What then? Look up. Look around you. Tread smartly and bushwhack your own path instead.

Observe from life. Seriously. Actually observing by life drawing foremost. Yes, even on trains, buses and planes, in cafes or on the ends of jetties. Even just keeping a tiny sketchbook, and being brave enough to try to see deeper, is what will make your work actually say something.

Otherwise, art is a souless pursuit. It may fool loser viewers on Instagram.

But do you fool yourself?

I accepted I wanted to be a real artist in 2020. Only when my mum died, I started to observe the hues and shapes of life all around me. Looking through the lens of grief, colors suddenly appealed to me. Not linework storyboards.

I felt my soul on fire. During that time of acute grief, I finally knew how I needed to PAINT.

Beleive it or not, NOT to storyboard for Netflix productions and keep getting fame, credits and attention.

Not because I have anything against the industry or any employer! But because I needed to make art ALSO to satisfy something I hadn't listened to fully before: my artist soul.

So, I needed to paint for my MUM. Something I said preseciely in my eulogy at her funeral.

But I confess, I mainly needed to at least paint selfishly just for myself.

Since then, this is why I make the illustrations I do. Regardless of whether you or any employer likes it. I don't care who doesn't hire me.

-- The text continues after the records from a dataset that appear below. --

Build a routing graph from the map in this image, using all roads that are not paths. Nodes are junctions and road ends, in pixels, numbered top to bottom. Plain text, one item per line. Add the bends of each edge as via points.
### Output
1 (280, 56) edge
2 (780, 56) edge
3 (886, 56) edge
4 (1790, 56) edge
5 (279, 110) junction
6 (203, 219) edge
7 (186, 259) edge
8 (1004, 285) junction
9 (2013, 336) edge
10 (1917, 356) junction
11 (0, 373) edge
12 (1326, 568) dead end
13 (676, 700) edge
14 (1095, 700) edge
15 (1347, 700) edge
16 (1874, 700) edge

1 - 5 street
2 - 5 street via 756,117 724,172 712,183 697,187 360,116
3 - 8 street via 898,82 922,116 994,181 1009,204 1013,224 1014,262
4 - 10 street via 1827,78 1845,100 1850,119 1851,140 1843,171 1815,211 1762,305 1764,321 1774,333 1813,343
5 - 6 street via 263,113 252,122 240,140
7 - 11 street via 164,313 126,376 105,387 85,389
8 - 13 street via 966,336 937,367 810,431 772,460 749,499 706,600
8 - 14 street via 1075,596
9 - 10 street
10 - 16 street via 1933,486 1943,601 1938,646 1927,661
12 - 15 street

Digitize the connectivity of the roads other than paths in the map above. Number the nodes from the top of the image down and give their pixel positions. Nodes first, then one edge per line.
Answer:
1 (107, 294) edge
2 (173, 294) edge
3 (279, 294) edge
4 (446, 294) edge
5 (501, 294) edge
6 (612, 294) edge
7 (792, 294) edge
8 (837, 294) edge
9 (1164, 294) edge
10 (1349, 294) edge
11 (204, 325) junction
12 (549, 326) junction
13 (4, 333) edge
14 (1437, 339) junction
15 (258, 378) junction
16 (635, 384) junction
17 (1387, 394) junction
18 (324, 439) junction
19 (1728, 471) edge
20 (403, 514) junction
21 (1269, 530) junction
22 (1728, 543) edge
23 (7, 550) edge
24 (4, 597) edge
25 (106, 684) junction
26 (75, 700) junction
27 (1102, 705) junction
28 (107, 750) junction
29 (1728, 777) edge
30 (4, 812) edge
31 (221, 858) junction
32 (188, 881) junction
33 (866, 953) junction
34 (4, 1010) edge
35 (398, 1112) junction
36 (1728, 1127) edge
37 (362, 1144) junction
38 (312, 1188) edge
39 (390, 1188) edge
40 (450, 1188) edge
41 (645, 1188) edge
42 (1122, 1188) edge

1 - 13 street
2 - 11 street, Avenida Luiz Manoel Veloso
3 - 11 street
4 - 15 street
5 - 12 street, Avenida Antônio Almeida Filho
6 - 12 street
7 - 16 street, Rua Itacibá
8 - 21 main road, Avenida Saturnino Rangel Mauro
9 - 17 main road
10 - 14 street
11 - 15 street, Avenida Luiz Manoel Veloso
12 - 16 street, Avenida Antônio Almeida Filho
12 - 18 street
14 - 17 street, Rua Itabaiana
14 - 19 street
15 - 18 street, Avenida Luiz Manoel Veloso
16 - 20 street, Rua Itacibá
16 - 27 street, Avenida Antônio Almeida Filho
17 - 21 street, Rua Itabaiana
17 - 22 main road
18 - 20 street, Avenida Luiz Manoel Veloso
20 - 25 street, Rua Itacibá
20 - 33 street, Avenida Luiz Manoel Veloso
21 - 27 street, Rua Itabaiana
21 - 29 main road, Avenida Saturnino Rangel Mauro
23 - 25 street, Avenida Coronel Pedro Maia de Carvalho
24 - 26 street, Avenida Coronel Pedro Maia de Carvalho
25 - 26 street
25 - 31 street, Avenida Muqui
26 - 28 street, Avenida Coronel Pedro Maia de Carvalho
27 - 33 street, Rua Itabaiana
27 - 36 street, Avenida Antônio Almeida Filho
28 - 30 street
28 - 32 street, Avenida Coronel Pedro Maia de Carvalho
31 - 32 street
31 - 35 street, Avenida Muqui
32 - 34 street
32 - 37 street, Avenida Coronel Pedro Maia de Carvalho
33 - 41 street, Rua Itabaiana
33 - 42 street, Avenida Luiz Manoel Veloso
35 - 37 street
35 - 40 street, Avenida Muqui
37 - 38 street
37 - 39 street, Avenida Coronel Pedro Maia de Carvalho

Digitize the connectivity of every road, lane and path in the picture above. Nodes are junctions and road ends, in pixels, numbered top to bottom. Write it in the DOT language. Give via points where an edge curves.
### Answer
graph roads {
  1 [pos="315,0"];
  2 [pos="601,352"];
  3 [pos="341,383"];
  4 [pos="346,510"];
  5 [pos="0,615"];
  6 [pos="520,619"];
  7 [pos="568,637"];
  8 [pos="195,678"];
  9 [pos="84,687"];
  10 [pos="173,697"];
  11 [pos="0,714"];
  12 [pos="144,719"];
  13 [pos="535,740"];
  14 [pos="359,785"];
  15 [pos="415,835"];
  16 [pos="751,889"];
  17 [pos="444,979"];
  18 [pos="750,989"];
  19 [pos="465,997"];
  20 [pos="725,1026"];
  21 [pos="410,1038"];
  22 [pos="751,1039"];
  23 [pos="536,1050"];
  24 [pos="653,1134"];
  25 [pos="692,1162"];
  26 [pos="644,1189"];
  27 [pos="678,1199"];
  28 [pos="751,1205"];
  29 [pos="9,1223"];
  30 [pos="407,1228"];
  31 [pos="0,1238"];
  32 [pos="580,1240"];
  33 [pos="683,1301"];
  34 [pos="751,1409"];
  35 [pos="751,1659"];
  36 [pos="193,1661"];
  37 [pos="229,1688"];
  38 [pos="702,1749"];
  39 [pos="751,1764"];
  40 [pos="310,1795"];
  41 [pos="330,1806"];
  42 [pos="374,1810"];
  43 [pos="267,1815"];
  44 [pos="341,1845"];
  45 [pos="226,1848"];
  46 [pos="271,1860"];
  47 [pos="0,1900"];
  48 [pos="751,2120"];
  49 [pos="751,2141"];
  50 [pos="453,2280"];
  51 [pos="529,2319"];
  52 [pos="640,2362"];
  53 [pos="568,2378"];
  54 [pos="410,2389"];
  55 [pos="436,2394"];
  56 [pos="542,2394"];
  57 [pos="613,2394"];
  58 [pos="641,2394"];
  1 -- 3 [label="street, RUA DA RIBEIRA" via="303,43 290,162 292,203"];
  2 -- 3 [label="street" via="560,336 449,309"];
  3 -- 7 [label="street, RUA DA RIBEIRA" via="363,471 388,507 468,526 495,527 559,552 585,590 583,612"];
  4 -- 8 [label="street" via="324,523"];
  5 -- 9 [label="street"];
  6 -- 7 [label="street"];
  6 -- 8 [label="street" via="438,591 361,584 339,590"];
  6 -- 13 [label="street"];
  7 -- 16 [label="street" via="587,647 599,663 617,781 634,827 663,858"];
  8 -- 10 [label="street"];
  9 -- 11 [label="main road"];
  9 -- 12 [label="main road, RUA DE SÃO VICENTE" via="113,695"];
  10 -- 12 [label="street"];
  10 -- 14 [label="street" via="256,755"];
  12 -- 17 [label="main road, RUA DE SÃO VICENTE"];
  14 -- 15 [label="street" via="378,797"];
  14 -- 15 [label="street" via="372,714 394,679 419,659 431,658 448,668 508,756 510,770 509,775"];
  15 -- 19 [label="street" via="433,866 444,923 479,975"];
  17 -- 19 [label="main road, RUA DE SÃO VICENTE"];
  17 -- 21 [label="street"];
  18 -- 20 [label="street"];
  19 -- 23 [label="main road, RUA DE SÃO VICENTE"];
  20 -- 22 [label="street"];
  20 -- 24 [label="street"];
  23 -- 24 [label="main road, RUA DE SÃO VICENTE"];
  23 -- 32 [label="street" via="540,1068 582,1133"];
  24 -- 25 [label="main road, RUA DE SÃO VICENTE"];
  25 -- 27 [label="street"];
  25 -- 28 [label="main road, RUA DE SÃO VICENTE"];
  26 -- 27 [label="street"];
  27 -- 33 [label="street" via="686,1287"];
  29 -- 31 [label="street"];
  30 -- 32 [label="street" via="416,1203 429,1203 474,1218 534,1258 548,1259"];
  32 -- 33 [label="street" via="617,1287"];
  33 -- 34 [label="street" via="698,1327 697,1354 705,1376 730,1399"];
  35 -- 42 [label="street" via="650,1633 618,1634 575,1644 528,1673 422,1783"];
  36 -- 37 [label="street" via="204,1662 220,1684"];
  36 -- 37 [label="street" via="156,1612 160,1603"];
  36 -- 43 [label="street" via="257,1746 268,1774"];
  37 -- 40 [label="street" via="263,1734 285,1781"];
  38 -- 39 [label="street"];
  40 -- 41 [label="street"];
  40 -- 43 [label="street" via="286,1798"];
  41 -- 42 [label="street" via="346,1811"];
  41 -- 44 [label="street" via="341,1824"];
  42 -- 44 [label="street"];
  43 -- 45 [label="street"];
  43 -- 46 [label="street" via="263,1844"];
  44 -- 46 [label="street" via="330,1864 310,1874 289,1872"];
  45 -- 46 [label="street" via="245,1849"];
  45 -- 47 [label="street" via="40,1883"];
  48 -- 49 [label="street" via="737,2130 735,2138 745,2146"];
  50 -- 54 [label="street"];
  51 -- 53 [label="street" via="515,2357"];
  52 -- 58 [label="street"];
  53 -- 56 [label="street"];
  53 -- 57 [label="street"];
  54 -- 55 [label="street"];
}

Its why I've taken a break from the rat race. Its why my resume is weird and empty. Its all why I've tried to carve a new path.

It may be uncomfortable, I may stumble on craggy concealed rocks, but I was the one who chose to wander the grassy hills, not quite knowing where exactly I'll 'end up'.

And the view is beautiful when you actually look up.

So, even now. I try to paint with all the shapes, colors and stinging pain that grief imparted with me. Lifes hurt have shared with me a wisdom which I know many people won't 'get' until they've lost someone close. Even till this day.

Because, quite honestly. My mum was the only one who kept saying I could be a REAL artist. Have my own gallery. Make it big. She beleived in MY stories and MY Paintings and ideas. She knew that storyboarding done for someone else wasn't what I was meant to do with my life.

So quite honestly, its not really grief. But love that keeps me sticking to my guns. Making real art.

Well this isn't really a FAQ, just my reason for being me. In case anyone ever cares.

Dear aspiring wanabee animator, this won't be the answer you wanted, but its what I owe to another kind of person. To the kind of wandering brave souls. The ones who will actually make real art that matters. The rare ones, who'll make art which helps people survive life's real challenges.

And seriously though, life drawing is very fun and very important. It may be tough at first, but you'll get used to it and learn to cherish it and be thrilled by what you can capture when you look hard enough. Keep up the observational sketchbook.